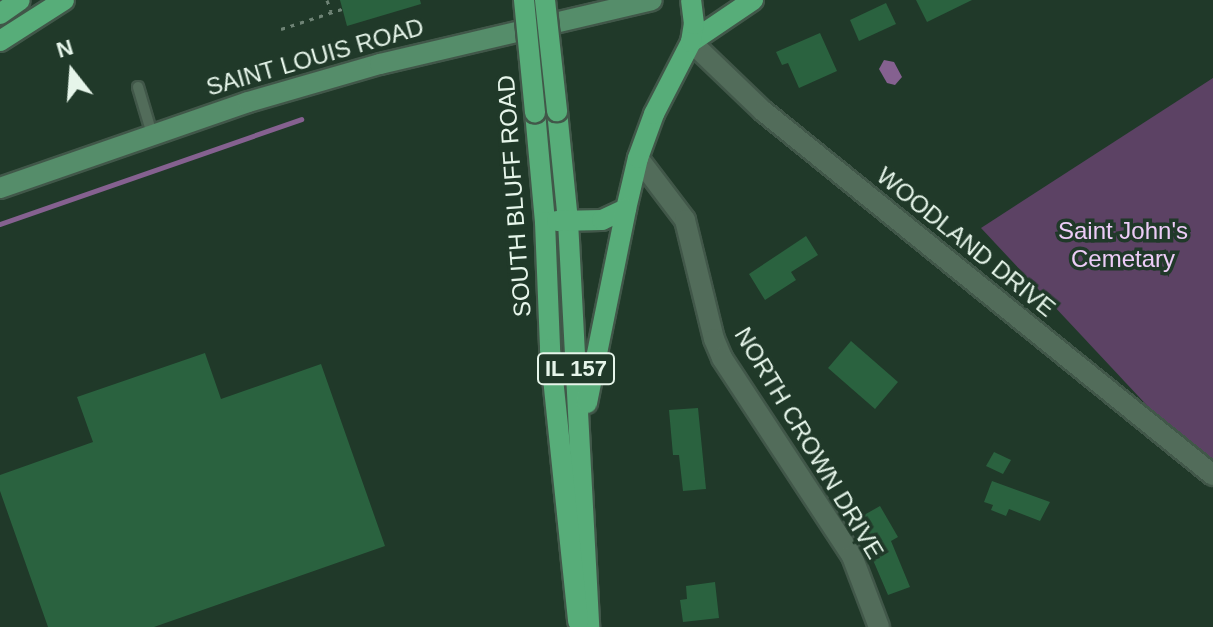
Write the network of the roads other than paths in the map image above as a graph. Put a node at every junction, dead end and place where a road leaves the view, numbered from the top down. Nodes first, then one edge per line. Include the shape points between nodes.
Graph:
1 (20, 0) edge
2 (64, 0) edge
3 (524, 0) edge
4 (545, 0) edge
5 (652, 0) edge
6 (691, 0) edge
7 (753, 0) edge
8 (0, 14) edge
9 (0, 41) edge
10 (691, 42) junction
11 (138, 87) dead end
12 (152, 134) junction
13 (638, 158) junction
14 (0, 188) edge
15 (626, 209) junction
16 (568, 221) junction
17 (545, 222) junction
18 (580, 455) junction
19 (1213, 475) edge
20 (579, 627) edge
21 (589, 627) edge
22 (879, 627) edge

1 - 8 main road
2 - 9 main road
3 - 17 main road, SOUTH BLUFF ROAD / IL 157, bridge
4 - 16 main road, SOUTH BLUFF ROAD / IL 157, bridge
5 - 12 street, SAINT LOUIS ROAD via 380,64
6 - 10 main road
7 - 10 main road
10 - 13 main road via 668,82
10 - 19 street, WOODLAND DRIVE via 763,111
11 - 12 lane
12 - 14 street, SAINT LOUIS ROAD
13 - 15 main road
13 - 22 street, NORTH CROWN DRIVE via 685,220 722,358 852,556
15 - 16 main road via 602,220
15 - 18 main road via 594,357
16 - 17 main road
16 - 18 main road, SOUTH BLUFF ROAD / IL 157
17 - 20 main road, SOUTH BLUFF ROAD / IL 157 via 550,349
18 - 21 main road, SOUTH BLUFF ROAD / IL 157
-*-*-
• Problem requirements: Transcribe all of the data above exactly; no picture belongs in the copy.

• Reply to the task:
Write the network of the roads other than paths in the map image above as a graph. Put a node at every junction, dead end and place where a road leaves the view, numbered from the top down. Nodes first, then one edge per line. Include the shape points between nodes.
Graph:
1 (20, 0) edge
2 (64, 0) edge
3 (524, 0) edge
4 (545, 0) edge
5 (652, 0) edge
6 (691, 0) edge
7 (753, 0) edge
8 (0, 14) edge
9 (0, 41) edge
10 (691, 42) junction
11 (138, 87) dead end
12 (152, 134) junction
13 (638, 158) junction
14 (0, 188) edge
15 (626, 209) junction
16 (568, 221) junction
17 (545, 222) junction
18 (580, 455) junction
19 (1213, 475) edge
20 (579, 627) edge
21 (589, 627) edge
22 (879, 627) edge

1 - 8 main road
2 - 9 main road
3 - 17 main road, SOUTH BLUFF ROAD / IL 157, bridge
4 - 16 main road, SOUTH BLUFF ROAD / IL 157, bridge
5 - 12 street, SAINT LOUIS ROAD via 380,64
6 - 10 main road
7 - 10 main road
10 - 13 main road via 668,82
10 - 19 street, WOODLAND DRIVE via 763,111
11 - 12 lane
12 - 14 street, SAINT LOUIS ROAD
13 - 15 main road
13 - 22 street, NORTH CROWN DRIVE via 685,220 722,358 852,556
15 - 16 main road via 602,220
15 - 18 main road via 594,357
16 - 17 main road
16 - 18 main road, SOUTH BLUFF ROAD / IL 157
17 - 20 main road, SOUTH BLUFF ROAD / IL 157 via 550,349
18 - 21 main road, SOUTH BLUFF ROAD / IL 157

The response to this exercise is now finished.